TBT: Leon Vynehall residency with Medlar

3AM, and the first rays of a premature dawn illuminates the Oslo skyline just above the horizon. It’s the start of a new season where short nights and long days make the city come alive with the new life of fauna and a rested people as they emerge from a winter hibernation embracing the first tentative signs of spring. The air always feels more electric this time of year, a tangible sense of optimism and congeniality in the faces of the people and their attitude to everything. This combined with an unusually sunny Saturday in April, brought out a good crowd for the first of three Leon Vynehall residencies at Jæger during a reserved 2017 schedule for the artist and DJ. Leon Vynehall and Medlar (his guest DJ for this one-off event) are savouring the last drops of a drink with the same affability as the punters I’ve bumped into during the course of a night, but theirs is a feeling of contentment, rather than excitement, as they “decompress” in the cold crisp air of the city. They’re reflecting on the night favourably, a night that saw them take a responsive, whooping crowd from Disco to Acid to House, back to back, and all night in the club’s cosy basement, replete with over-compensating Funktion one system in the cabin-like interior of Jæger’s basement.

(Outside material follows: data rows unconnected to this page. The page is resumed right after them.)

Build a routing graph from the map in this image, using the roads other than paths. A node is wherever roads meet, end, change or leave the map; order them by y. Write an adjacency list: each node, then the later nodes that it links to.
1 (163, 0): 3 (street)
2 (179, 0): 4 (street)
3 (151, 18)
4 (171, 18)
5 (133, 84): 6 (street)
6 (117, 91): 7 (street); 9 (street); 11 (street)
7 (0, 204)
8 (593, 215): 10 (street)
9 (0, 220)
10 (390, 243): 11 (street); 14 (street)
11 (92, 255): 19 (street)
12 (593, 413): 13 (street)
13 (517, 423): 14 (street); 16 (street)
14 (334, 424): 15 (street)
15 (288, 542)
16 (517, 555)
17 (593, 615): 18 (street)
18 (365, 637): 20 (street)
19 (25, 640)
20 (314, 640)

It’s Leon Vynehall’s third visit in as many years, and in lieu of the immediacy of a headlining set, where a mere hour and a half barely accommodates a sufficient introduction, Leon Vynehall’s set was honest, diverse and painted a more rounded picture of the artistic personality. The UK DJ and producer looked very much at home in this residency with Medlar as companion, a DJ who Vynehall has played alongside much in the past and shares many of the eclectic traits of Vynehall. The pair certainly captured the spirit of a residency standing side by side in the booth, engaging with the audience around them. Refraining from the big room House standards, the two DJs found a remarkable form, each goading the next through a short selection of three or five tracks, where they’d launch the set into a new obscure direction through phases of the night.

There was a focussed determination from both DJs who seemed to feign from the obvious, lurking instead in the cozy corners of Disco, EBM and House for the duration of their four hours in the booth. When Medlar arrived at Adesse Versions’ “Don’t stop the Acid” it felt awkward and wrong, a track too big for the context and the DJ knew it too, quickly reverting back to something bordering on the limits of a Hi NRG disco track, but with a tinge of darkness.

Leon Vynehall had found a very engaging groove with Medlar, bringing a hew of light to the darker sonic palette Medlar played in. An energetic and dynamic to-and-fro ensued, creating an atmosphere of a narrative rather than a functional set. They played perfectly to Jæger’s strong points, keeping the heads locked in and the dancers entertained, without becoming formulaic, and it certainly seemed they had the intimate pulsating crowd riding the wave of the night, even winning a few people over from the courtyard floor, where resident MC Kaman and Luke Jaywalker, played contemporary kitsch-pop classics to a crowd of perpetual 20-somethings.

Saturdays at Jæger is an incredibly hard booking for a night not only known to indulge, but purposefully focus on guilty pleasures, and where many acclaimed international bookings might have lost their footing in the waves of obtuse requests from clueless punters, Leon Vynehall and Medlar thrived. Their acute sensibilities as DJs had the nebulous ability of finding those tracks that could intrigue and indulge at the same time without too many indecisive stylistic changes. Even when Leon Vynehall reached the outer edges of dance music with Chicago’s “I’m a man” it disarmed a willing audience without dissuading any, and just felt right for that time and place. It was fluid and although Leon Vynehall can’t presume to know the crowd at Jæger completely with only two previous visits to the clubs, you sensed an inherent knack that not too many local residents could even presume.

In Oslo, a city where the nightlife is crippled by early closing hours, excruciating beer prices and unbelievably strict licensing laws, a resident DJ is a thankless, queer job, where obscure eccentricities and awareness do you well. Leon Vynehall’s experience, certainly shone through here as played up to the challenge and he and Medlar really made it their own, living up to the claim of a residency. It was a night that firmly inducted Leon Vynehall to status of resident at Jæger and I will be curious to see how Vynehall develops as he grows more comfortable here and acclimates to this temporary residency. This Friday sees him back in our booth for the second instalment of his residency series and with a new night and a new audience beckoning as he returns on Friday.